For a small number of patients, stable long-term use of benzodiazepines may be justified, on a case-by-case basis, if:1
- a patient’s quality of life improves with stable use. This may require specialist consultation. Document the decision to continue long-term benzodiazepine therapy and regularly review and reassess the risks and benefits of benzodiazepine use.
- a patient struggles to reduce and stop benzodiazepine use. In this group you may consider continuing patients on low-dose benzodiazepines, with ongoing regular reviews as part of a long-term plan for cessation of benzodiazepine use.
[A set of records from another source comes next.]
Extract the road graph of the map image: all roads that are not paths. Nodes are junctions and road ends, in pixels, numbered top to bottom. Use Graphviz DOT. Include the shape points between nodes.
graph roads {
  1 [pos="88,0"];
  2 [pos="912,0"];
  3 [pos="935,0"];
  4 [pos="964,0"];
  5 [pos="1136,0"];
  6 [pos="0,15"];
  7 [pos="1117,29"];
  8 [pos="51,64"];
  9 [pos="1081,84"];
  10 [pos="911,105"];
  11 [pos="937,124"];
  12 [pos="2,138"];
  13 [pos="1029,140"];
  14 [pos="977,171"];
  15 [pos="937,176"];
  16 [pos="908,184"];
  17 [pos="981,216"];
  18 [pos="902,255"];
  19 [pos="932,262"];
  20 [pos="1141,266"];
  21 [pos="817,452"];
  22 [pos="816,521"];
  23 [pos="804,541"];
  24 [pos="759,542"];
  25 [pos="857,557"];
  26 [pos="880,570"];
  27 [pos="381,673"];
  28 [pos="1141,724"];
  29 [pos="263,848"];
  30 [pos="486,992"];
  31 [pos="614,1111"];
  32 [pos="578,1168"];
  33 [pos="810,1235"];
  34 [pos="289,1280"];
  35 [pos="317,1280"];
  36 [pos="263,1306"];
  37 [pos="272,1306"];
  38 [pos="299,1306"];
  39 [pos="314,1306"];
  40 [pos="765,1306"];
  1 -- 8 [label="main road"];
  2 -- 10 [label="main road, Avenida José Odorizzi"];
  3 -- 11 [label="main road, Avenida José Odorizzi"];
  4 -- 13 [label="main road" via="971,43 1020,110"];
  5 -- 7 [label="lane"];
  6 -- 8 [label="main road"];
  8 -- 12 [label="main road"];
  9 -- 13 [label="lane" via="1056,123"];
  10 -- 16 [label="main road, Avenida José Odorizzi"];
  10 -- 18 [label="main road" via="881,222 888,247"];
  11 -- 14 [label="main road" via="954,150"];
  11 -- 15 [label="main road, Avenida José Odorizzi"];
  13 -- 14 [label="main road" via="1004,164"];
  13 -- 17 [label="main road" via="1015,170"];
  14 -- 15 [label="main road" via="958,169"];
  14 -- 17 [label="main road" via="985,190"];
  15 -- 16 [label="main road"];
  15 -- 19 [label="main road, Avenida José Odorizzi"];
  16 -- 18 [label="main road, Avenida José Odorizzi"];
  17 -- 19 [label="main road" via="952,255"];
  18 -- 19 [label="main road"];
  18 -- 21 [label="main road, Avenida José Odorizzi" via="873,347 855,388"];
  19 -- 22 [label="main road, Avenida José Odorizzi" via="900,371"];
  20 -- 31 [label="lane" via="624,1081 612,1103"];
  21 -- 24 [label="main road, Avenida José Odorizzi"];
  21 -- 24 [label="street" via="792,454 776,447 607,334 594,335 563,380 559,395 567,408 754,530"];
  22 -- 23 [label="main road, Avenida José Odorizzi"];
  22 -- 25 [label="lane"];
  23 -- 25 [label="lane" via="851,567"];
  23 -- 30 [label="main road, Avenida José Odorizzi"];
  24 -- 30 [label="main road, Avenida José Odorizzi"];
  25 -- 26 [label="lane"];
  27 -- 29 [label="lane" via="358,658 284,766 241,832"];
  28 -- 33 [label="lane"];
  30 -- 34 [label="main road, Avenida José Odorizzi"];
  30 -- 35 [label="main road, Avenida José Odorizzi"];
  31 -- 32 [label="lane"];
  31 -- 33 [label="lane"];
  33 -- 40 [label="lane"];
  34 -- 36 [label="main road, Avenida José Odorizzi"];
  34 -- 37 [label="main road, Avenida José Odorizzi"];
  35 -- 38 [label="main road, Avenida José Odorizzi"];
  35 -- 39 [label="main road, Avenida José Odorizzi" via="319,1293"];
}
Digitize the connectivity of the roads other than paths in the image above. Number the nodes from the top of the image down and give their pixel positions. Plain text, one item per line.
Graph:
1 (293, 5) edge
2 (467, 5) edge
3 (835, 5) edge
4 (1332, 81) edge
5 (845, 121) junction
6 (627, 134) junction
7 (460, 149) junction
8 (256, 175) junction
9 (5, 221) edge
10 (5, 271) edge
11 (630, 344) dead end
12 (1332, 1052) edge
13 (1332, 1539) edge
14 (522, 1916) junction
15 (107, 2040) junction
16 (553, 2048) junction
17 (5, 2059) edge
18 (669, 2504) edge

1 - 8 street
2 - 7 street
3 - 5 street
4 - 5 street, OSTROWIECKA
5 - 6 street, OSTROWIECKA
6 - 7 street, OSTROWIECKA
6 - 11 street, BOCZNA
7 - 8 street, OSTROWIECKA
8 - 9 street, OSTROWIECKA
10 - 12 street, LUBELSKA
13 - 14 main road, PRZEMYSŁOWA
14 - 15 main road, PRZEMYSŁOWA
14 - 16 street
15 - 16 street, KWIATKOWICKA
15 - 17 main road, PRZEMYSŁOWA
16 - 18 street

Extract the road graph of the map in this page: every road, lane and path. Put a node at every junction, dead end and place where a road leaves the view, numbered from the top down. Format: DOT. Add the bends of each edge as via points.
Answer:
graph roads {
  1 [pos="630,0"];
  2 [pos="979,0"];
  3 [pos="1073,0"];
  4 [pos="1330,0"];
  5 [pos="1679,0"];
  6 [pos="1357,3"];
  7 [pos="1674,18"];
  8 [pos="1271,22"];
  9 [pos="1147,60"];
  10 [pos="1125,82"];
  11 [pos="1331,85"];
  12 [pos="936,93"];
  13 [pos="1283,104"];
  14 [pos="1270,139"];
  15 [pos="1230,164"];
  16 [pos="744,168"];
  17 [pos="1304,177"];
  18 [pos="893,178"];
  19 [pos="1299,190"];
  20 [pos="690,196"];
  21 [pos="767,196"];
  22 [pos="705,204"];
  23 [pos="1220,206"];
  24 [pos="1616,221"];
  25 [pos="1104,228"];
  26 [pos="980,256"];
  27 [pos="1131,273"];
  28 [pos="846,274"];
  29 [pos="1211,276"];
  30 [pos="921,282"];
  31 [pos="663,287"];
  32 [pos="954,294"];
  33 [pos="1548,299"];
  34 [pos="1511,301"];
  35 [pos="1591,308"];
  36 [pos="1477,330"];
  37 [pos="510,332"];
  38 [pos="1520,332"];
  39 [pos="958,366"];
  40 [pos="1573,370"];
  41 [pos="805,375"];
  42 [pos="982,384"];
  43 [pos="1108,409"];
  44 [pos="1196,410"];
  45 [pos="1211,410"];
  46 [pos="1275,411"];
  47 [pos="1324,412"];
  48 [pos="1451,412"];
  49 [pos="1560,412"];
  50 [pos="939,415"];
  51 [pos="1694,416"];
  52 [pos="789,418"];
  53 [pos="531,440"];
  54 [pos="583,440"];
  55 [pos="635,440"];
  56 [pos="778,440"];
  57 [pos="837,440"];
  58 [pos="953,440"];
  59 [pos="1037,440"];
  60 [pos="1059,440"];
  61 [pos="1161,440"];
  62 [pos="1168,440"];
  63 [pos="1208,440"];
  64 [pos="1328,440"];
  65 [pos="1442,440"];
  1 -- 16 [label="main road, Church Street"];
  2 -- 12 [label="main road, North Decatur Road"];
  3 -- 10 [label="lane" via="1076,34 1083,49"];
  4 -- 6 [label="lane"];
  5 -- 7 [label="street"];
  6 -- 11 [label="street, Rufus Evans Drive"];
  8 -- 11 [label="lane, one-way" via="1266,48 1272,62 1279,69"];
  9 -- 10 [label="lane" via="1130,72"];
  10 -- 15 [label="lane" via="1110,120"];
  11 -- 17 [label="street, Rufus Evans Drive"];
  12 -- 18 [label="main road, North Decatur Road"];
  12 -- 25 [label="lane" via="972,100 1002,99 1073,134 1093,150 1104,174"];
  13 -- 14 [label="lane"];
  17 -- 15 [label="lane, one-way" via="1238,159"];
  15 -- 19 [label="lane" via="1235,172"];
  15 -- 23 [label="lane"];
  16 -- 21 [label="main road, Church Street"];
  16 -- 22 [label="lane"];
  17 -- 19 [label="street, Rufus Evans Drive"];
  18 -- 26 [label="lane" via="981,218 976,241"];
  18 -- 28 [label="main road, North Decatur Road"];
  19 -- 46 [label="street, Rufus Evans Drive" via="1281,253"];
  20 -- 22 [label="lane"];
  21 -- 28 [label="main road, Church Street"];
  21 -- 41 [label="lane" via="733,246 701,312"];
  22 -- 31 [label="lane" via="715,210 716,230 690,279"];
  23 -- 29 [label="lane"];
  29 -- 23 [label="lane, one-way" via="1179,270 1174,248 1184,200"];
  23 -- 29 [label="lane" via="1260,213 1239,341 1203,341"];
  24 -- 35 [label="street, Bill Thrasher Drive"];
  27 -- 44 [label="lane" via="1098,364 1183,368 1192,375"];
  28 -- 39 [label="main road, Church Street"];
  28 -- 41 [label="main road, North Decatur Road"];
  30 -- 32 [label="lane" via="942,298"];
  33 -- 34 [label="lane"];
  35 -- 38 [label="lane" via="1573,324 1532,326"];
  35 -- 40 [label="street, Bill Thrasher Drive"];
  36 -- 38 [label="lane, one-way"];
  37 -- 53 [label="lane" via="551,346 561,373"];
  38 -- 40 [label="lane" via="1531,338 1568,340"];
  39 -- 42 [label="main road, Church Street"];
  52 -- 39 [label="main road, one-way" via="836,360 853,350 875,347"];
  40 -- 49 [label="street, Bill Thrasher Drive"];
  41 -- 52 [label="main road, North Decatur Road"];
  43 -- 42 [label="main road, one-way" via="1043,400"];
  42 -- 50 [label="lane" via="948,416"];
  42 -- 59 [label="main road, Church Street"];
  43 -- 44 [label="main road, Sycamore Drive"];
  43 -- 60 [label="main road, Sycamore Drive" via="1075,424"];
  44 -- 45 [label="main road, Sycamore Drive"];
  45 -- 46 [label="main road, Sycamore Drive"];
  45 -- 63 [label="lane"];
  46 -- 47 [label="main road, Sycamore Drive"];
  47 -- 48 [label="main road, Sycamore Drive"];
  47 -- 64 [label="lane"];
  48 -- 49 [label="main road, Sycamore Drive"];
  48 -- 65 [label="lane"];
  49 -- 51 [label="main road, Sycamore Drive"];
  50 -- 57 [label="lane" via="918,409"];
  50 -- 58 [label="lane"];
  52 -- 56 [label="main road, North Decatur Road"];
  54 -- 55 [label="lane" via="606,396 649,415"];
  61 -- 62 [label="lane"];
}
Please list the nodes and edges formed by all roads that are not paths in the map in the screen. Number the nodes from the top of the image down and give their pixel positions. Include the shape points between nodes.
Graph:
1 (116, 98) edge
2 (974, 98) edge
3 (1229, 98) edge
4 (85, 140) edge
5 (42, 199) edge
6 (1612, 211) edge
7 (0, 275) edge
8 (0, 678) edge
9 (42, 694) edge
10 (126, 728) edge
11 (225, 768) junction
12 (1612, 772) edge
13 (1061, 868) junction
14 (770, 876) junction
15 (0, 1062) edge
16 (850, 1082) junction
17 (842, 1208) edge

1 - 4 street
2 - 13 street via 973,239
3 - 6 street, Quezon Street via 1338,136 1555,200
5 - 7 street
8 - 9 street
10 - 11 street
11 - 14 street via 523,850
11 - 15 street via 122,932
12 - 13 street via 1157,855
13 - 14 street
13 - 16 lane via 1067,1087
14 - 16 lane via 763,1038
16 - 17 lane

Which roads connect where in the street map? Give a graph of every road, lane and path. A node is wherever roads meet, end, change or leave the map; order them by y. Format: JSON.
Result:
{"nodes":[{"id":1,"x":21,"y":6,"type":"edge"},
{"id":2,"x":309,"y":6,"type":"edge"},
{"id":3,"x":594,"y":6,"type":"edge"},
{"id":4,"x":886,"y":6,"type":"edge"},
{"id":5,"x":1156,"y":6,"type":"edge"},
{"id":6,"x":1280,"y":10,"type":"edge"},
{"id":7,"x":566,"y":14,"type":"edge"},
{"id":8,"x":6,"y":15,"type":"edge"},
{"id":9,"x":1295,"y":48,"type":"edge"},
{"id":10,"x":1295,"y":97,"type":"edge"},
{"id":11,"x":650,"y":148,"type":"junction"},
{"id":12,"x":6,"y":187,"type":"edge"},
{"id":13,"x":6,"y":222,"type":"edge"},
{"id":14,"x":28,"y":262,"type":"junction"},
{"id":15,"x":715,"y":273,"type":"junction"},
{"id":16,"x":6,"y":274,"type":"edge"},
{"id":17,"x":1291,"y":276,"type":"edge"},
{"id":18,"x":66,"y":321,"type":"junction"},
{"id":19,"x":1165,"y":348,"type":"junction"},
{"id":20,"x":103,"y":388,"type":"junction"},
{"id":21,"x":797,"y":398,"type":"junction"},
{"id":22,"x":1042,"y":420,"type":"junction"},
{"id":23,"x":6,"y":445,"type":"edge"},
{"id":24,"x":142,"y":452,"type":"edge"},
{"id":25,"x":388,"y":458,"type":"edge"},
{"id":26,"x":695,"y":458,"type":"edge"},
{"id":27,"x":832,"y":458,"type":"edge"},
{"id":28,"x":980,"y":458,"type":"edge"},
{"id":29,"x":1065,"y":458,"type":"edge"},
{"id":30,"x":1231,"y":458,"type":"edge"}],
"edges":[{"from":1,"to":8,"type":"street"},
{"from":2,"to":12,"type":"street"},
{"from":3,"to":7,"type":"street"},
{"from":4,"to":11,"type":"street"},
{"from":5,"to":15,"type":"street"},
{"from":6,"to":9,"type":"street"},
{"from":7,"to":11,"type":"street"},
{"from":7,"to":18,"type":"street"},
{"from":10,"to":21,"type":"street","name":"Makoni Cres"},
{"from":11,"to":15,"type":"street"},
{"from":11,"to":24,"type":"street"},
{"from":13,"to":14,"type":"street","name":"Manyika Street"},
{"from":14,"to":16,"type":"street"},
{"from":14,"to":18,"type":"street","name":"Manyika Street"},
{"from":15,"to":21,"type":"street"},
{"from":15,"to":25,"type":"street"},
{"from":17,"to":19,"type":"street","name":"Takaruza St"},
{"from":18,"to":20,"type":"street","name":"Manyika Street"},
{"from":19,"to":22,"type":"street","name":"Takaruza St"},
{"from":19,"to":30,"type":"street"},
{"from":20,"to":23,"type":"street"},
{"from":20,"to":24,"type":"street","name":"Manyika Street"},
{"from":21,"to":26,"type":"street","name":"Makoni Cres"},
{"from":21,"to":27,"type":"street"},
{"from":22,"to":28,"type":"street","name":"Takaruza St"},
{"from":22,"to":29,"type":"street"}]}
For patients with complex, multiple morbidities, consult mental health and addiction specialists and other relevant specialists (eg, neurologists) to develop an appropriate treatment plan for the patient.1
Consider a stepped approach, starting with minimal interventions such as advisory letters before progressing to more intense methods. An advisory letter can be sent following an audit of a patient's benzodiazepine prescription.2 The letter can outline the harms and risks of benzodiazepine use and invite the patient to consult the doctor about alternative therapies.2 For a sample advisory letter, see Appendix E RACGP Prescribing drugs of dependence in general practice, Part A Clinical governance framework.
Maintain a strong therapeutic alliance with the patient, and any other health care providers involved in their treatment, to increase their likelihood of successful benzodiazepine cessation.1,2
Withdrawal symptoms will vary between patients, depending on the type of benzodiazepine dependence (low-dose, prescribed high-dose or recreational high-dose).1 This means a withdrawal management plan should be tailored for each patient.1
Common withdrawal symptoms include anxiety, insomnia, irritability, myoclonic jerks, palpitations, and sensory disturbances, such as photophobia and hyperacusis (oversensitivity to certain frequency and volume ranges).1,3
Encourage all patients with dependence to cease taking the benzodiazepine and offer detoxification programs regularly.1
Management of benzodiazepine withdrawal may include:1
- reviewing and discussing prescription records with patients
- sending advisory letters suggesting cessation or dose reduction and offering advice on ways to gradually reduce benzodiazepine use
- acknowledging that benzodiazepine withdrawal can be stressful
- advising patients to make lifestyle changes such as exercising regularly and avoiding alcohol
- encouraging family and friends to support patients by providing further encouragement or practical help
- advising patients to avoid stimulants (eg, coffee and chocolate) that can cause anxiety, panic and insomnia
- informing patients of non-pharmacological methods (eg, exercise, relaxation techniques) to cope with anxiety and insomnia due either to the primary condition or the withdrawal process
- referring patients to appropriate services (eg, psychological or support groups).b
RACGP guidelines recommend that benzodiazepine prescriptions be obtained from a single prescriber and a single pharmacy during gradual dose reduction.1 It is important to maintain regular communication with other health professionals involved in the patient's care, such as the pharmacist, counsellor, psychiatrist or addiction service.1
In some cases, in addition to gradual dose reduction protocols, psychological therapies, such as cognitive behavioural therapy, may aid discontinuation of benzodiazepines.1,11,12
Additional pharmacotherapy (eg, carbamazepine, antidepressants or melatonin) is generally used to treat withdrawal symptoms, such as anxiety, sleep problems or seizures, rather than as a substitute for benzodiazepines.1 However, the evidence to support the use of these medicines in benzodiazepine withdrawal is limited.1,12
b Refer to drug or alcohol dependence services if the patient has a concurrent drug or alcohol problem or if the service specialises in benzodiazepine dependence.